Le décalage entre les acteurs est source de malentendus néfastes à l’environnement. Le spécialiste, de l’énergie, de la faune et de la flore, du paysage, de l’eau, etc. et l’usager, citoyen, consommateur, le « ménage » comme on dit dans les comptes de la nation, vivent dans des mondes différents. Ils utilisent parfois les mêmes mots, mais avec des sens différents. Les niveaux de connaissance sont évidemment disparates, mais aussi la sensibilité, les repères culturels. Habité par le souci de l’effet de serre, par exemple, le spécialiste négligera d’autres aspects d’un projet auxquels l’usager est très attaché, et le résultat décevra les deux parties.
Les politiques venues d’en haut sont perçues comme des contraintes, et les usagers tentent de les minimiser ou de les contourner. L’adhésion, si nécessaire pour la conception d’un projet et sa vie au cours des années, n’est pas au rendez-vous.

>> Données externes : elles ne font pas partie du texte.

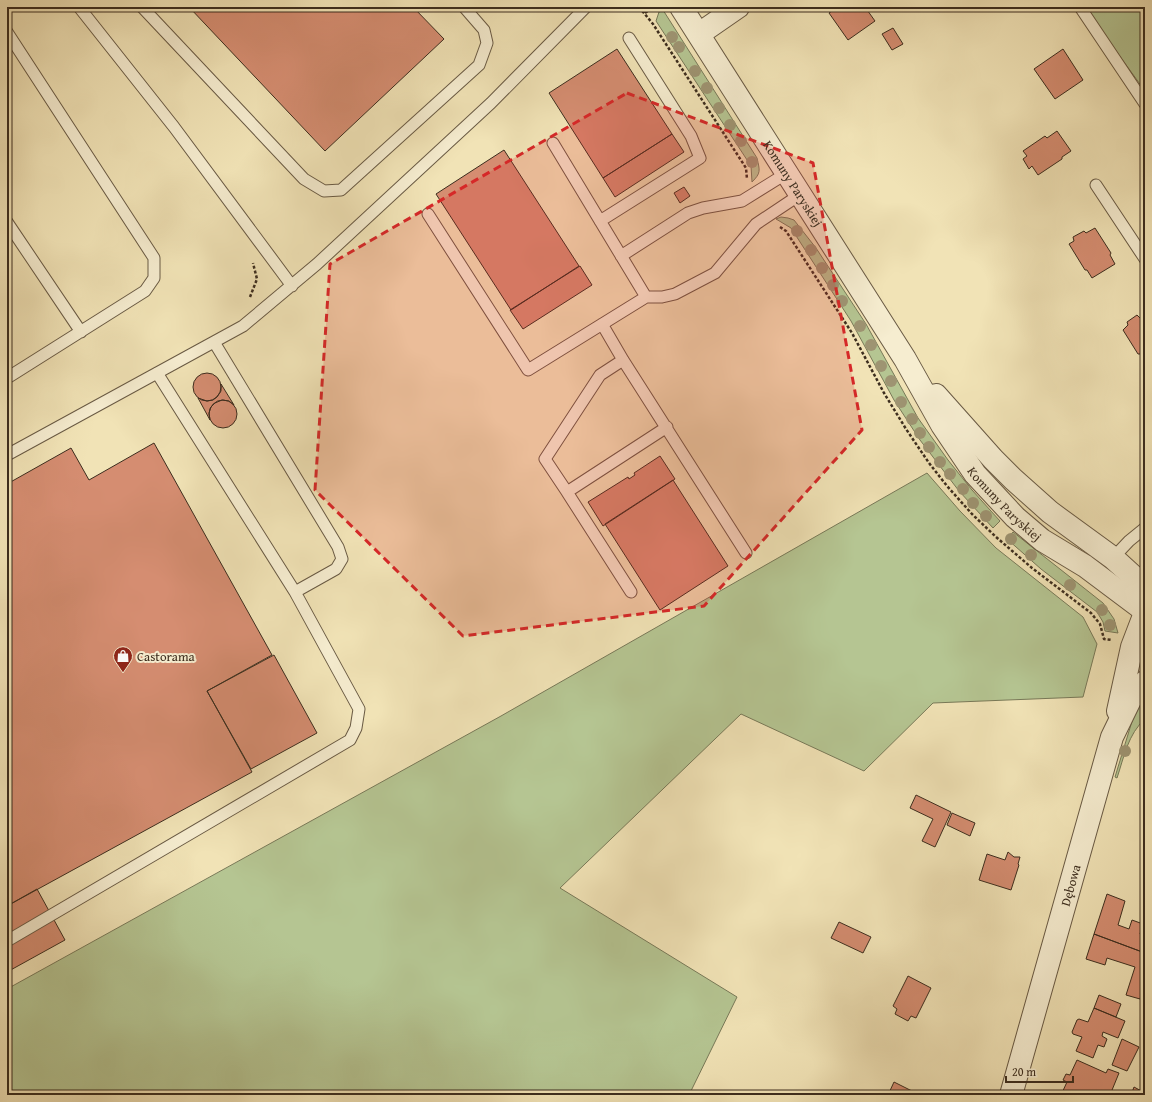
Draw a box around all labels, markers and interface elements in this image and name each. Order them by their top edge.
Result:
street label: Komuny Paryskiej [758,137,827,230]
street label: Komuny Paryskiej [963,463,1046,546]
shop icon: Castorama [112,645,134,673]
place label: Castorama [137,647,196,666]
street label: Dębowa [1056,862,1086,908]
scale bar [1006,1058,1073,1084]
text: 20 m [1012,1063,1036,1080]

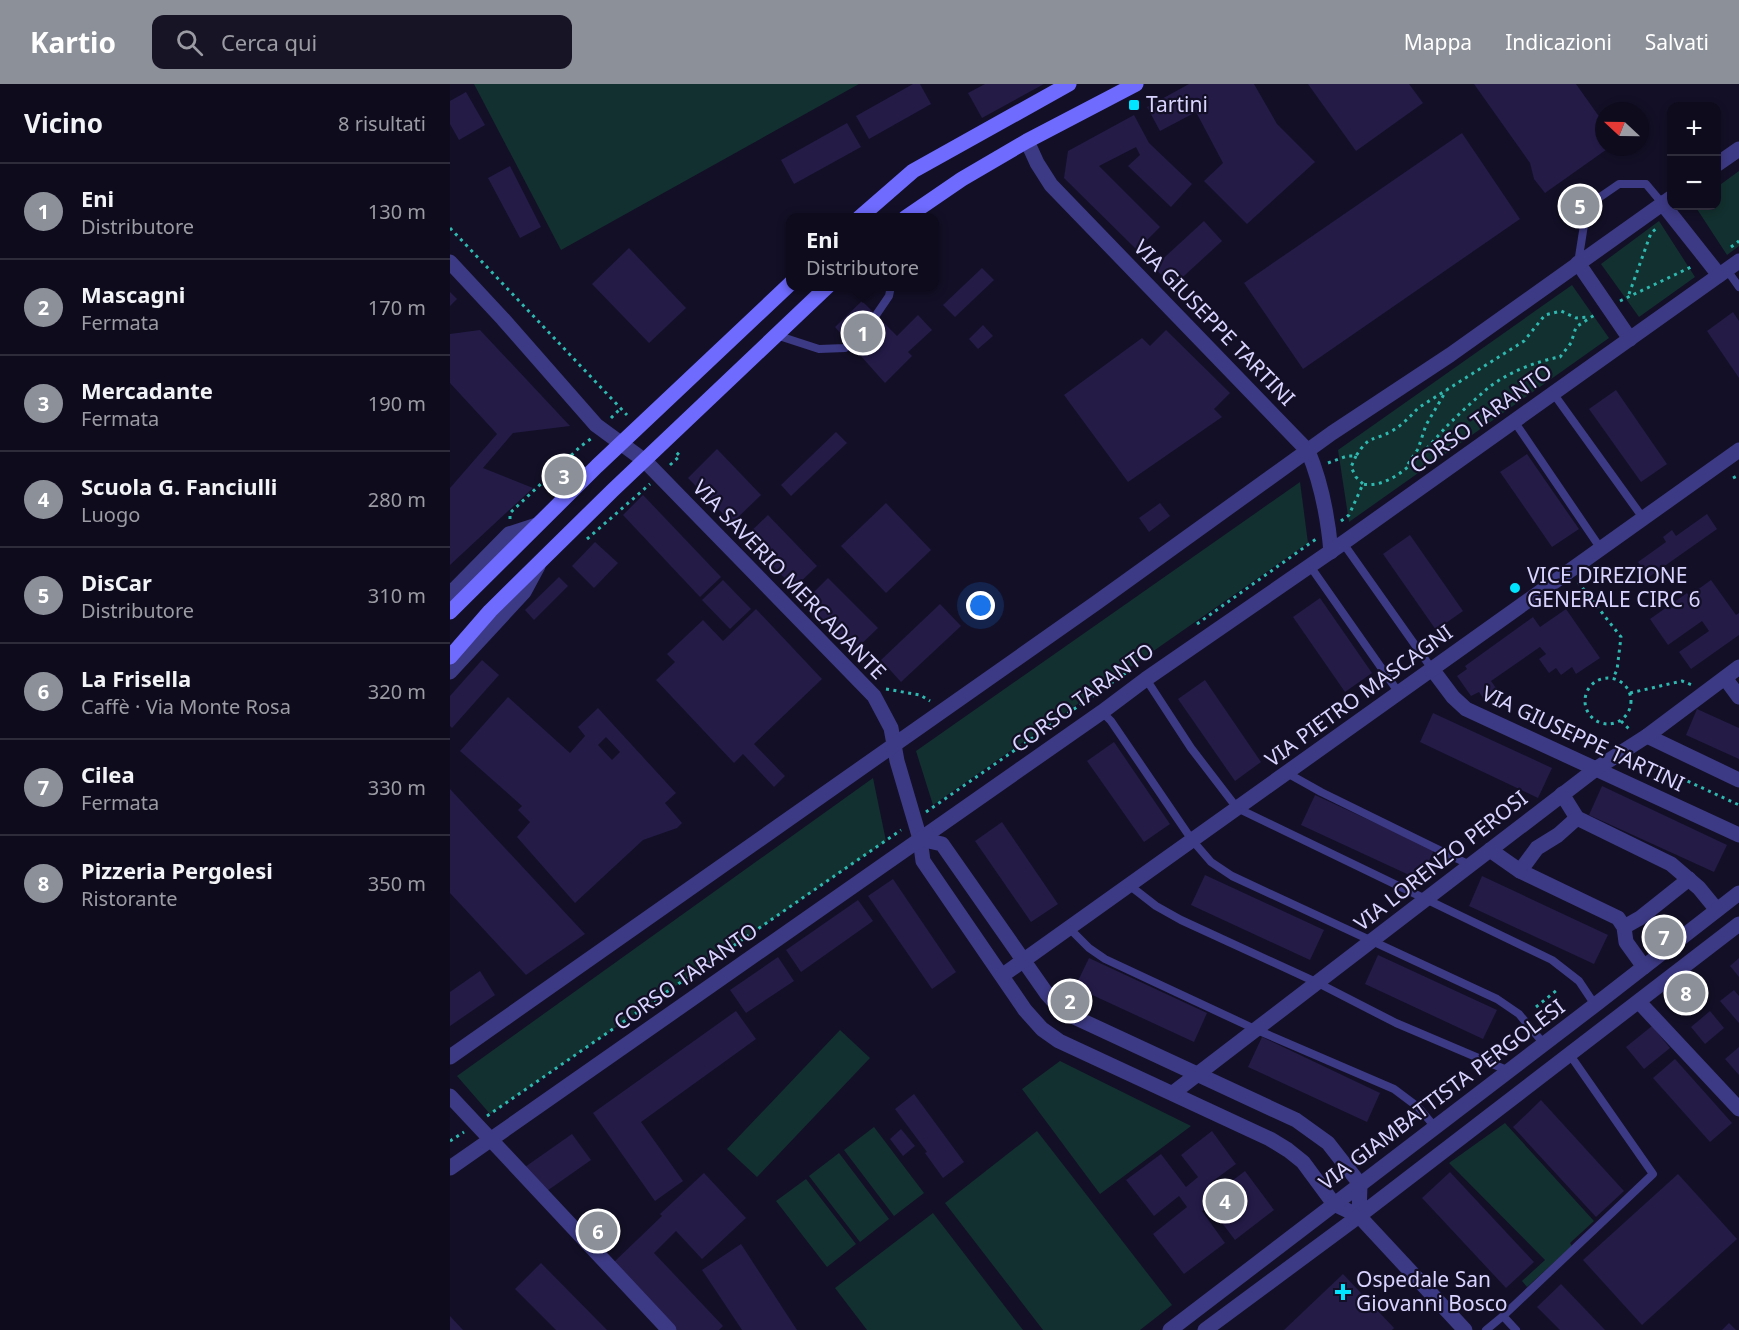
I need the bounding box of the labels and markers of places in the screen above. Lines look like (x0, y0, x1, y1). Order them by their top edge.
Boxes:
place label: Tartini (1146, 90, 1208, 118)
marker: Tartini (1127, 98, 1141, 112)
pin: 5 (1560, 184, 1600, 228)
pin: 1 (844, 310, 882, 356)
pin: 3 (544, 454, 584, 498)
place label: VICE DIREZIONE GENERALE CIRC 6 (1527, 561, 1700, 613)
marker: VICE DIREZIONE GENERALE CIRC 6 (1508, 581, 1522, 595)
pin: 7 (1644, 914, 1684, 960)
pin: 8 (1666, 970, 1706, 1016)
pin: 2 (1050, 978, 1090, 1024)
pin: 4 (1206, 1178, 1244, 1224)
pin: 6 (578, 1208, 618, 1254)
place label: Ospedale San Giovanni Bosco (1356, 1265, 1507, 1317)
marker: Ospedale San Giovanni Bosco (1334, 1283, 1352, 1301)

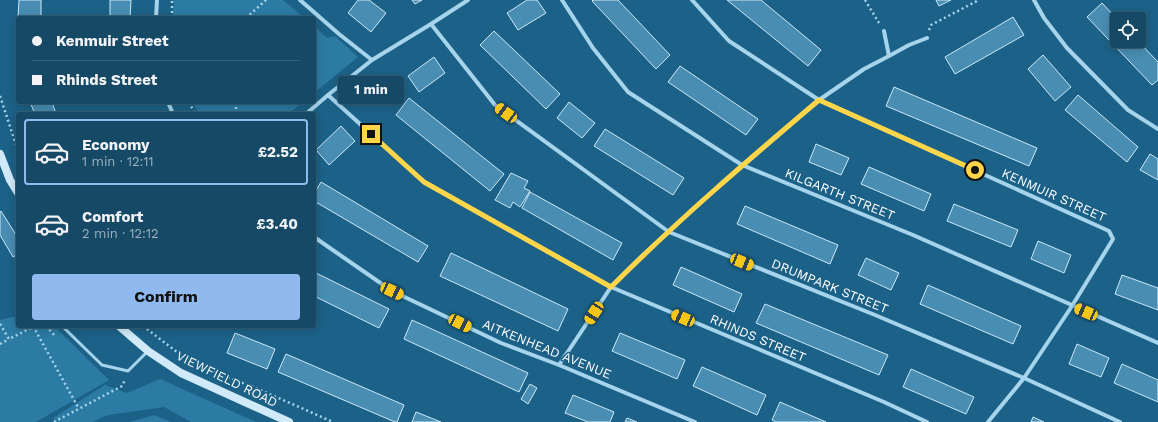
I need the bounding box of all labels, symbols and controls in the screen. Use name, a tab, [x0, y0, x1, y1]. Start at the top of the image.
map controls	[1110, 12, 1146, 48]
button: locate	[1110, 12, 1146, 48]
text: Kenmuir Street	[56, 32, 168, 50]
text: Rhinds Street	[56, 71, 157, 89]
callout: 1 min	[338, 76, 404, 104]
text: 1 min	[354, 82, 388, 97]
car	[493, 101, 519, 125]
route end	[362, 125, 380, 143]
icon: car	[34, 134, 70, 170]
text: Economy	[82, 136, 149, 154]
text: £2.52	[258, 143, 298, 161]
text: 1 min · 12:11	[82, 154, 154, 169]
route start	[966, 161, 984, 179]
street label: KILGARTH STREET	[783, 165, 897, 223]
street label: KENMUIR STREET	[1000, 165, 1109, 225]
icon: car	[34, 206, 70, 242]
text: Comfort	[82, 208, 143, 226]
text: £3.40	[256, 215, 298, 233]
text: 2 min · 12:12	[82, 226, 159, 241]
car	[729, 252, 755, 272]
street label: DRUMPARK STREET	[769, 256, 891, 316]
button: Confirm	[32, 274, 300, 320]
car	[379, 280, 405, 302]
car	[582, 300, 606, 326]
car	[1073, 302, 1099, 322]
car	[670, 308, 696, 328]
street label: RHINDS STREET	[708, 311, 808, 365]
car	[447, 312, 473, 334]
street label: AITKENHEAD AVENUE	[480, 316, 614, 382]
street label: VIEWFIELD ROAD	[174, 348, 280, 410]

Préférons les politiques basées sur les envies. Celles-ci sont de vrais moteurs de l’action, et sont susceptibles de créer ce sentiment d’adhésion. Le ménage qui rêve de sa maison n’est peut-être pas conforme au dogme environnemental, mais c’est son choix, et il n’est pas impossible de l’infléchir, de faire en sorte que son projet soit bon pour l’environnement. Il s’agit alors de faire évoluer le modèle de référence. Ceux des élus, maîtres des plans d’urbanisme, ceux des candidats à l’achat d’une maison, ceux des constructeurs, des financeurs et autres professionnels de l’habitat, ceux des administrations. Les élus ruraux, par exemple, voient souvent les grandes parcelles comme des gages de bonne politique environnementale, alors qu’elles provoquent mécaniquement une forme d’étalement. Cette évolution des modèles, d’ordre culturel, ne s’obtient pas à coup de prescriptions, qui apparaissent souvent comme des injonctions. On n’attrape pas les mouches avec du vinaigre dit la sagesse populaire. Il s’agit d’entrer dans les modes de penser, de les comprendre et de les accepter, pour pouvoir les enrichir, y ouvrir des perspectives attractives, y introduire des préoccupations nouvelles. Un travail de longue haleine, à conduire avec détermination, mais sans lequel les modèles anciens resteront dominants.